La cameriera sospirò.
«Proprio una grande soddisfazione eleggere gente che non ha alcuna voglia di lavorare e che dovrò mantenere a vita.»
«Penso che, quando avrò terminato la mia carriera di cantante, penserò seriamente a una professione nel mondo della politica» azzardò Araceli. «Fonderò il Partito Popolare dei Bro e delle Sis e ti ingaggerò come portaborse.»

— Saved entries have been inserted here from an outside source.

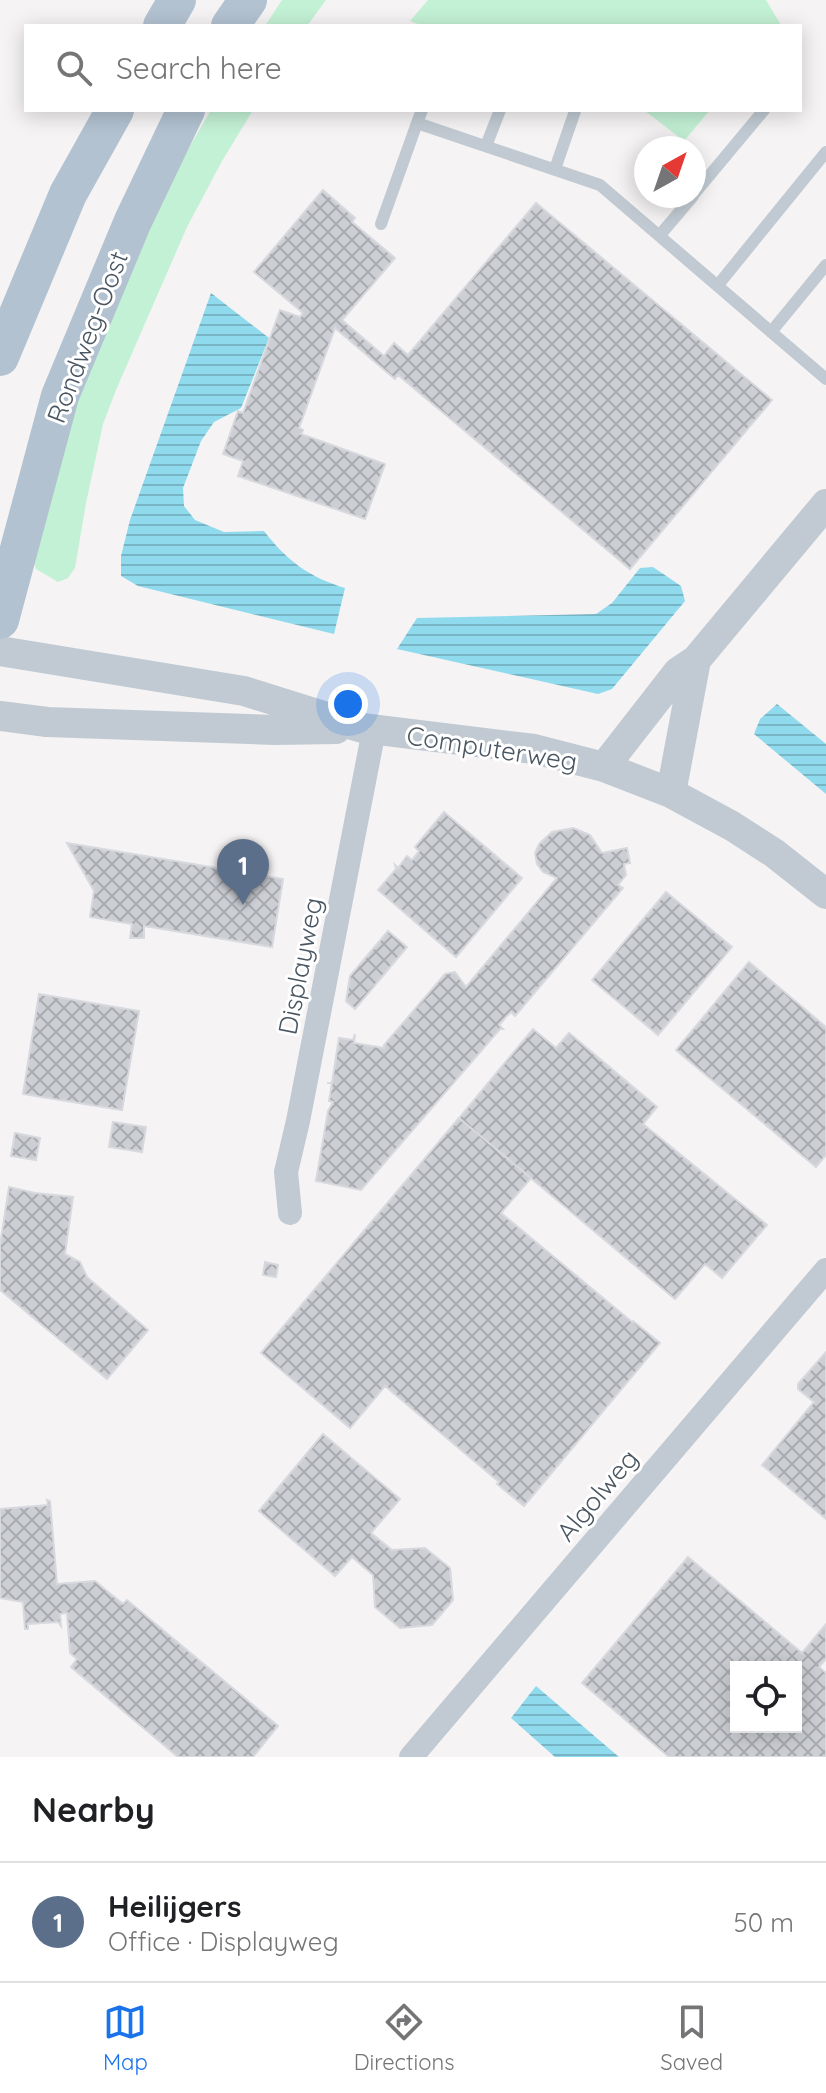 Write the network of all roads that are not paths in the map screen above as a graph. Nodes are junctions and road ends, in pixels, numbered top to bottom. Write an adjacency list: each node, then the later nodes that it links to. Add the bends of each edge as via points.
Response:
1 (177, 0): 3 (main road)
2 (248, 0): 4 (main road)
3 (163, 24)
4 (231, 24)
5 (114, 112): 21 (main road, via 68,194)
6 (185, 112): 24 (main road, Rondweg-Oost, via 60,396)
7 (499, 112): 11 (lane)
8 (575, 112): 13 (lane)
9 (762, 112): 14 (lane)
10 (420, 116): 11 (lane); 16 (lane)
11 (486, 146): 13 (lane)
12 (826, 152): 19 (lane)
13 (555, 169): 17 (lane, via 600,185)
14 (706, 179)
15 (682, 208): 17 (lane)
16 (381, 224)
17 (660, 235): 19 (lane)
18 (826, 265): 20 (lane)
19 (718, 285): 20 (lane)
20 (771, 332): 22 (lane)
21 (0, 357)
22 (826, 379)
23 (826, 504): 26 (street)
24 (0, 620)
25 (0, 651): 28 (street, Computerweg, via 244,691)
26 (696, 660): 29 (street, via 678,672); 30 (street)
27 (0, 716): 28 (street, Computerweg, via 47,722)
28 (368, 729): 29 (street, Computerweg, via 534,749); 32 (street, Displayweg, via 286,1172)
29 (604, 767): 30 (street, Computerweg)
30 (671, 793): 31 (street, Computerweg, via 753,839)
31 (826, 894)
32 (290, 1213)
33 (826, 1270): 34 (street, Algolweg)
34 (411, 1757)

Nicoletta non commentò. Si limitò ad andare a prenderle una ciocca finta del colore richiesto ad adornare i capelli. Ancora una volta Araceli sentì le lacrime pizzicarle gli occhi e non sapeva se fosse perché le mancava non essere la leader di un partito di tale rilievo o perché rimpiangesse i vecchi tempi, quando alla domenica andava a fare la spesa all’ipermercato invece di fare ore e ore di diretta televisiva. Qualunque fosse la realtà, si ritrovò a sperare che tutto potesse cambiare all’improvviso. Le sue preghiere vennero esaudite: quando la diretta terminò alle due e quaranta della notte e lasciò lo studio televisivo senza nemmeno essersi tolta il trucco, non si accorse se non all’ultimo di qualcuno che la assaliva alle spalle.
«La tua vita è finita, Ara Sky» sibilò una voce spettrale.
Araceli raggelò. L’assalitore, prima di afferrarla in una morsa micidiale, le aveva strappato via il paraorecchie.